私は、甘やかされてる気分で嬉しい。その心の内を隠すように、冗談交じりに答えた。
「すみません。保育園児で」
「いや、いいんだけど。眠れない時って、辛いもんな。俺も、曲作ってると深夜になってさ。疲れてるのに眠れなくなるから、気持ち、わかるよ」
そうか。月哉の歌詞が胸に沁みたり、恋愛心理を読み解く文学的な質感を持っているのは、簡単に生み出された歌詞ではないからだ。
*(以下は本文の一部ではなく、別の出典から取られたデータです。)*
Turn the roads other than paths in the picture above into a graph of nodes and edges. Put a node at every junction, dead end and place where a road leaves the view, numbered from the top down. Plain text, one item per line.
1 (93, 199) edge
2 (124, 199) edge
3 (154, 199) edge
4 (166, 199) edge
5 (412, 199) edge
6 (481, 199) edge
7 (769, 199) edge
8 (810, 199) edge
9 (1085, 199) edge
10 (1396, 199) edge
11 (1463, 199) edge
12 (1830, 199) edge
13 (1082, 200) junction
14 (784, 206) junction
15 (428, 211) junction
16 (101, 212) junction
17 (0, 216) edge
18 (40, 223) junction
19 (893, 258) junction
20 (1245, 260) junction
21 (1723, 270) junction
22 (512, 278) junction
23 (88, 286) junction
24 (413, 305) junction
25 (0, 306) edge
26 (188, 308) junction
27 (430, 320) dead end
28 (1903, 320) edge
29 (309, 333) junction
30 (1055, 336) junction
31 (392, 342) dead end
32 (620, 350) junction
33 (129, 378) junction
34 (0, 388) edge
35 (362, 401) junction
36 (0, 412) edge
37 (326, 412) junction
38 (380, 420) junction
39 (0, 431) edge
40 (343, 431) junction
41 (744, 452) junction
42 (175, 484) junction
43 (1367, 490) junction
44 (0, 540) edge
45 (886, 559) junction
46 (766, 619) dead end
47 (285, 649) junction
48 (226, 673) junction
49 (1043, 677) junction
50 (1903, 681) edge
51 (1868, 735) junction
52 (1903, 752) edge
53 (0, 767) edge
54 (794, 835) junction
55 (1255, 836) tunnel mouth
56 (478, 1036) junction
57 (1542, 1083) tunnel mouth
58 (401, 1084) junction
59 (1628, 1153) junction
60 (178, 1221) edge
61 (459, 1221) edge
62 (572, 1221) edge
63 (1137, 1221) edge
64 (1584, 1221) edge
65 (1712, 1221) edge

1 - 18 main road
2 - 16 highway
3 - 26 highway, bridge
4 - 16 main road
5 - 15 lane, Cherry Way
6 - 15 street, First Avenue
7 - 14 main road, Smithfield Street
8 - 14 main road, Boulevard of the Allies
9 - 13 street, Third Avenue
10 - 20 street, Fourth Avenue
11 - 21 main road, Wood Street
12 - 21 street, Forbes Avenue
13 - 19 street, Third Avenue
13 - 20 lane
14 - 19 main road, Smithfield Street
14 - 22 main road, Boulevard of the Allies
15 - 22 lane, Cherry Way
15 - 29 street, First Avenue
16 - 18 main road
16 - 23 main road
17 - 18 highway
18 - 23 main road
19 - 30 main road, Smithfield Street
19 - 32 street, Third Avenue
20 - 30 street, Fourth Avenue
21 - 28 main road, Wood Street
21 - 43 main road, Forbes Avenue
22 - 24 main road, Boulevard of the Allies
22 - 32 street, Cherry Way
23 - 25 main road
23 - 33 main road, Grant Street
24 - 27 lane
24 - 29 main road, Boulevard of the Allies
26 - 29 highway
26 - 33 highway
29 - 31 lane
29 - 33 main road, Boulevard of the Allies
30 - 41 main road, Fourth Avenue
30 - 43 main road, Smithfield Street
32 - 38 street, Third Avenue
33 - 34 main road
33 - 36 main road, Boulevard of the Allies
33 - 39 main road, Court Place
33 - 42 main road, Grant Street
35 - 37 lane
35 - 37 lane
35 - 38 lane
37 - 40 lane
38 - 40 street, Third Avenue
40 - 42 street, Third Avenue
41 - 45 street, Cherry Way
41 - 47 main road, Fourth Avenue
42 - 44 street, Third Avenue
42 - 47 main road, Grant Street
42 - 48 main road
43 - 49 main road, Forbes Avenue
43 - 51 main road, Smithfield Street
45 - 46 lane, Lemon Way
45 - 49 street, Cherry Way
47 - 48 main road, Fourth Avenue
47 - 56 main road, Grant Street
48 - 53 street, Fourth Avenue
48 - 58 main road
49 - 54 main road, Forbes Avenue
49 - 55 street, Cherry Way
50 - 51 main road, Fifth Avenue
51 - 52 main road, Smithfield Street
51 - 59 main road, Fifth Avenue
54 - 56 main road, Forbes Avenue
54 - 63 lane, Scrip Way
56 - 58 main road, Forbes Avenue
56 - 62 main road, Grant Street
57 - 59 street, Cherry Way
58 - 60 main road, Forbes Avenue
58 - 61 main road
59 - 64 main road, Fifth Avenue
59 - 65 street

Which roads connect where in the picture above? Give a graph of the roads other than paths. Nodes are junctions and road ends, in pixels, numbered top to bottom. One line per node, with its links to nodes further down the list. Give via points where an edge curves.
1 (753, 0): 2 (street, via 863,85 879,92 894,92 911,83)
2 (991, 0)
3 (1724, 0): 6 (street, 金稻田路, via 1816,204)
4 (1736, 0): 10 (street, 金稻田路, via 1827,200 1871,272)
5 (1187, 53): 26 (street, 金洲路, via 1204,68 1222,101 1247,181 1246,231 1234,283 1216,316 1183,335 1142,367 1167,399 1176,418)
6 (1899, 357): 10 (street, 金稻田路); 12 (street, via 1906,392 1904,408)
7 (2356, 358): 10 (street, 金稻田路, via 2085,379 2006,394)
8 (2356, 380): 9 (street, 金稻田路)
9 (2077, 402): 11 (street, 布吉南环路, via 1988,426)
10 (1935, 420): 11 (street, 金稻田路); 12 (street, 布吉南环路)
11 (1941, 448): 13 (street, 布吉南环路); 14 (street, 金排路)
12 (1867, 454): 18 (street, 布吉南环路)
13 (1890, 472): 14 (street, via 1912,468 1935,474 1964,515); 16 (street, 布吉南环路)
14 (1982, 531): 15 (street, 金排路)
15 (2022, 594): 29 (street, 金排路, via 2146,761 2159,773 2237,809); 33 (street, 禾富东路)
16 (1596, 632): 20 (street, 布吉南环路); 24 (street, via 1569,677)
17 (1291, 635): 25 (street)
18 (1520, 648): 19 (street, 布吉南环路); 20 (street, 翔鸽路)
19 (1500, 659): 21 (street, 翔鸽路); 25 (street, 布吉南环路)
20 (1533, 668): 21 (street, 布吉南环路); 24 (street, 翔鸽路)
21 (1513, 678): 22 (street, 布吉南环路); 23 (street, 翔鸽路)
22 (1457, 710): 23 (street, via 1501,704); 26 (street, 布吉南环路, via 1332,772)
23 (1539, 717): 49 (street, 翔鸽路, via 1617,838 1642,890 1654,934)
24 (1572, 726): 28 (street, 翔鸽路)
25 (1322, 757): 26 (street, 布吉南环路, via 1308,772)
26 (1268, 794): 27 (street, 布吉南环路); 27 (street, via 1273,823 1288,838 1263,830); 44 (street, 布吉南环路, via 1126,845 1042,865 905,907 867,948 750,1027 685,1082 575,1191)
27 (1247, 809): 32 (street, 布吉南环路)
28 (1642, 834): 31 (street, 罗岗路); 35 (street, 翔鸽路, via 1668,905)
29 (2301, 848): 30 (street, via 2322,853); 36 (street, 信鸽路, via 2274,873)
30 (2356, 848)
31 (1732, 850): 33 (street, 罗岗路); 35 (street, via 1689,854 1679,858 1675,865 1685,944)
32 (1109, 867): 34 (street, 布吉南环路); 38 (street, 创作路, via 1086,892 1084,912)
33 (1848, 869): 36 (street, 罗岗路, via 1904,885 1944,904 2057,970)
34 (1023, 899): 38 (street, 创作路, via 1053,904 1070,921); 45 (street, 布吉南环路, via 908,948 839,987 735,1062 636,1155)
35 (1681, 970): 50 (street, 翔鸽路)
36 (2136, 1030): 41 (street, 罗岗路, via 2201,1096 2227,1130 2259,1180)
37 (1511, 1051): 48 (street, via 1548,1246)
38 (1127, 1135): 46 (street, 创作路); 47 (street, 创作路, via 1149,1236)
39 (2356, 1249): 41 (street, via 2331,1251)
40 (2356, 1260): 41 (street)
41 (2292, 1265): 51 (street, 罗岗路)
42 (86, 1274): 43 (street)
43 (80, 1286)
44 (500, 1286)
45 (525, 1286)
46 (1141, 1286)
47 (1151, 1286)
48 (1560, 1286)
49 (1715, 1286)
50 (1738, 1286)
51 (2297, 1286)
「眠れない夜は、誰かに何かを伝えたいとかっていうメッセージ性より、俺自身の感情を整理しながら、リアルとイメージの世界で歌詞を書いてる。時々、破綻してるのは、そのせいかも」
月哉は、そう言いながら、ビールを飲むと、目を伏せた。長い睫毛が、頬に綺麗な影を映している。
「破綻してるのも好きです」
「なんでも好きって言ってくれるんだな。嬉しいよ」
「月哉さんの歌詞が、本当に好きなんです。言葉の揺らぎが、雨や涙で滲んだ絵画みたいで」
詩的な雰囲気の比喩と、余白が織り成すコントラスト。それが本当に美しい。そこに日常の切なさが混ざり合って。月哉が小説を書いてくれたら、読みたいなぁ。ベストセラーになるはず。
そんなことを考えながら、ふと我に返る。
「私、きっと、メイク崩れてますよね⋯⋯」
「そう?」
月哉と、こんなに近づくなら、メイク直しをすればよかった。私にも乙女な部分がまだ残っている。
「ライブでいっぱい、汗掻いちゃったから」
「ステージから見えてたよ。楽しそうで、嬉しかった。それに、夏のライブは、汗掻いてる女の子の方が可愛い。一生懸命、応援してくれてる証拠」
月哉はそう言うと、まだ少し汗ばんだ前髪を指先で整えてくれた。愛おしそうに。
私は月哉の魔法にかかっている。もう誰も、夏の夜でさえも、この魔法を解くことはできない。